Please repeat exactly the lines below from the one containing "label('SIMPLE', 131, 489, 'bold" down to the one containing "await image('assets/img12.png', 648, 344, 424, 229);", both included, and nothing else.

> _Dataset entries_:
>>>>>
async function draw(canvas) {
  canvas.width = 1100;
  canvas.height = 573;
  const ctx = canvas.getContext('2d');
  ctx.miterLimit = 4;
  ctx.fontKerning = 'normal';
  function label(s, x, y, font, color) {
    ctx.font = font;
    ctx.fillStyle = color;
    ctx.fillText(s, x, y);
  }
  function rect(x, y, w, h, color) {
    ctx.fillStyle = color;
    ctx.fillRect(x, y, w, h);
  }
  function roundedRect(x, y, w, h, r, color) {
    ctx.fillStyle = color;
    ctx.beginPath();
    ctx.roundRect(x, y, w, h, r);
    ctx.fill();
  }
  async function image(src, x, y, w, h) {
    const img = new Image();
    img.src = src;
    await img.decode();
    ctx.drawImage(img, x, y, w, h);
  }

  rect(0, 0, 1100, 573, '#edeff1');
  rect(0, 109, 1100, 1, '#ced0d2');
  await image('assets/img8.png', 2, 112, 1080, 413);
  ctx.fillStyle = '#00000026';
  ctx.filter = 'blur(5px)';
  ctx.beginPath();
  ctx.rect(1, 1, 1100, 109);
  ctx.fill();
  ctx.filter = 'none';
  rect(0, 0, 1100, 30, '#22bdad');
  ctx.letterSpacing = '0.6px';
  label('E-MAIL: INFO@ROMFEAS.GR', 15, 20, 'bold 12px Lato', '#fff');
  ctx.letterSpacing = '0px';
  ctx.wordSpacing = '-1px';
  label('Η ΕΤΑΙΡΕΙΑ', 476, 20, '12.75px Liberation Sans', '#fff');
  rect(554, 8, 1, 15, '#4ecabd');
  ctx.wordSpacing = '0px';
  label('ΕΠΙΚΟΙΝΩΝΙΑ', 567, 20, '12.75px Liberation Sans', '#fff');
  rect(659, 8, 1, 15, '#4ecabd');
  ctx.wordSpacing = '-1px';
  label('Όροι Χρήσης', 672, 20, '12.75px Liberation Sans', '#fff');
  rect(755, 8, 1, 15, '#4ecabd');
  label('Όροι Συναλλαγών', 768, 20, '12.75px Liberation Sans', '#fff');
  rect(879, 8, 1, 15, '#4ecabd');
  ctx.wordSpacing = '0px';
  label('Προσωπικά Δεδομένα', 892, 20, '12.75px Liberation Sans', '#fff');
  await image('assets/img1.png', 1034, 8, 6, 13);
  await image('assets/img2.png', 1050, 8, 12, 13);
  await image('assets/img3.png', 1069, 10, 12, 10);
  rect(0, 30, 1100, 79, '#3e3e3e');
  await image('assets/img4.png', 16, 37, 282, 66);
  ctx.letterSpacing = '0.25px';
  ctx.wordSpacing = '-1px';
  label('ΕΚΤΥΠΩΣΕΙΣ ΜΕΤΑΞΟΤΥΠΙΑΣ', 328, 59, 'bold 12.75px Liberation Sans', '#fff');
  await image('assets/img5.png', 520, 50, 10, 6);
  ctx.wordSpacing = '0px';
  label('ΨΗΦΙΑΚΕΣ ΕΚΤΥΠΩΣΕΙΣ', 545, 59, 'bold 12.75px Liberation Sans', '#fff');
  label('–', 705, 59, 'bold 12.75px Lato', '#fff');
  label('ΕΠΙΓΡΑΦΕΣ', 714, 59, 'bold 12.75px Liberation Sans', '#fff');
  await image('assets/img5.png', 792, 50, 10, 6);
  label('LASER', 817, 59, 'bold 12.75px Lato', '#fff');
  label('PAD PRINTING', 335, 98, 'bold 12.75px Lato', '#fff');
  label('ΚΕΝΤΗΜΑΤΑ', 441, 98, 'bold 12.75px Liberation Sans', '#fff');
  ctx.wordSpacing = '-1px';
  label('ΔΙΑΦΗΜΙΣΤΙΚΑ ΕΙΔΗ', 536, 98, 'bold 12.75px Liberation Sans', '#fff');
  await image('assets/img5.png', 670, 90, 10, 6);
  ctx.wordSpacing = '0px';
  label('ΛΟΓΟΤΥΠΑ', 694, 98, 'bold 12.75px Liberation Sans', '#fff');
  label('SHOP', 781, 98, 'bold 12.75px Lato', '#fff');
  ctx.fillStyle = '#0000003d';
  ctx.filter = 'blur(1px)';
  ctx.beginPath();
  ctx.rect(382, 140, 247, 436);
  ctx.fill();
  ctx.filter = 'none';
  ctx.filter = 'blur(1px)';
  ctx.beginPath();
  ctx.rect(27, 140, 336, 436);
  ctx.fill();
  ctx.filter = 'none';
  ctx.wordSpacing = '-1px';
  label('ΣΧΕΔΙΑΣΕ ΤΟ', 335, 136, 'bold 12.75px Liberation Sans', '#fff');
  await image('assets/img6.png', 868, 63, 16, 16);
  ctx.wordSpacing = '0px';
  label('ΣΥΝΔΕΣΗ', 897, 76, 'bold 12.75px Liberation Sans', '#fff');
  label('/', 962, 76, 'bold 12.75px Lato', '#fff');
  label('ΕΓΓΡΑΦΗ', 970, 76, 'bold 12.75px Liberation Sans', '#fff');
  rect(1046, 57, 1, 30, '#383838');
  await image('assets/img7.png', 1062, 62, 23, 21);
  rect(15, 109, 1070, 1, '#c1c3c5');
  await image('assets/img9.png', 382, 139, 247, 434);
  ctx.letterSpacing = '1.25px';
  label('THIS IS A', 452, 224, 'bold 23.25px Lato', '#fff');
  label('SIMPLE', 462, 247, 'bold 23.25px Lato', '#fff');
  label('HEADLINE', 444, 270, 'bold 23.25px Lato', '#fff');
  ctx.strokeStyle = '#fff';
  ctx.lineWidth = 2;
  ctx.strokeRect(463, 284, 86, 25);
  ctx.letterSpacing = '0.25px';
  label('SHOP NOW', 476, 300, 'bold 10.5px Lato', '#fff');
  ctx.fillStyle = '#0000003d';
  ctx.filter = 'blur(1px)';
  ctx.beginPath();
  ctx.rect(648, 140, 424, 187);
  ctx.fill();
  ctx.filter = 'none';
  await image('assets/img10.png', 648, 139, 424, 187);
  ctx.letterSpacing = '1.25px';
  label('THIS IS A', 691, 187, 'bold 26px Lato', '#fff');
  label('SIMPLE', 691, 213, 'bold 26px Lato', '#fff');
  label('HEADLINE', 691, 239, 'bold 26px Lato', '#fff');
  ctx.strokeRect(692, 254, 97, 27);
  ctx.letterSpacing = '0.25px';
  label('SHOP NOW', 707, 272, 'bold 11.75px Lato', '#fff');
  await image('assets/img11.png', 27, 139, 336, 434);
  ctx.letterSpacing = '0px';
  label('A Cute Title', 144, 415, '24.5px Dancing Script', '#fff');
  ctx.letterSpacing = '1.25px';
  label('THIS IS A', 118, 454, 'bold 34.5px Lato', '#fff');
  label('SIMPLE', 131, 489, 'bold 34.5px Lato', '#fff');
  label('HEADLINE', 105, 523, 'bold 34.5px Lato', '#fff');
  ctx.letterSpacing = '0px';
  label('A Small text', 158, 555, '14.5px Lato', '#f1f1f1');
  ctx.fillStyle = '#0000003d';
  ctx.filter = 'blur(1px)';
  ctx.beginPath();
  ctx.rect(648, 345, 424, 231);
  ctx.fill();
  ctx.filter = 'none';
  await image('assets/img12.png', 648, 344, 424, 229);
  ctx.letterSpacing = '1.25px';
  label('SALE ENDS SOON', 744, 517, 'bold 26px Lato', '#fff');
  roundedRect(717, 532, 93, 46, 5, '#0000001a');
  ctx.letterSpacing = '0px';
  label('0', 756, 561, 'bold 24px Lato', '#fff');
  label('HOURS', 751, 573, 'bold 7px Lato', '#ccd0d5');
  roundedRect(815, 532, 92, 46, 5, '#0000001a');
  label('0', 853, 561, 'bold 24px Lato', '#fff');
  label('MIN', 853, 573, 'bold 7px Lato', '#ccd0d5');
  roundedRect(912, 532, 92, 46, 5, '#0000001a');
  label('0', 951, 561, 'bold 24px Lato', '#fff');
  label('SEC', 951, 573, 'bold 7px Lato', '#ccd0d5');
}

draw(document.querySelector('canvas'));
<<<<<
> _WRITTEN REPLY_:
  label('SIMPLE', 131, 489, 'bold 34.5px Lato', '#fff');
  label('HEADLINE', 105, 523, 'bold 34.5px Lato', '#fff');
  ctx.letterSpacing = '0px';
  label('A Small text', 158, 555, '14.5px Lato', '#f1f1f1');
  ctx.fillStyle = '#0000003d';
  ctx.filter = 'blur(1px)';
  ctx.beginPath();
  ctx.rect(648, 345, 424, 231);
  ctx.fill();
  ctx.filter = 'none';
  await image('assets/img12.png', 648, 344, 424, 229);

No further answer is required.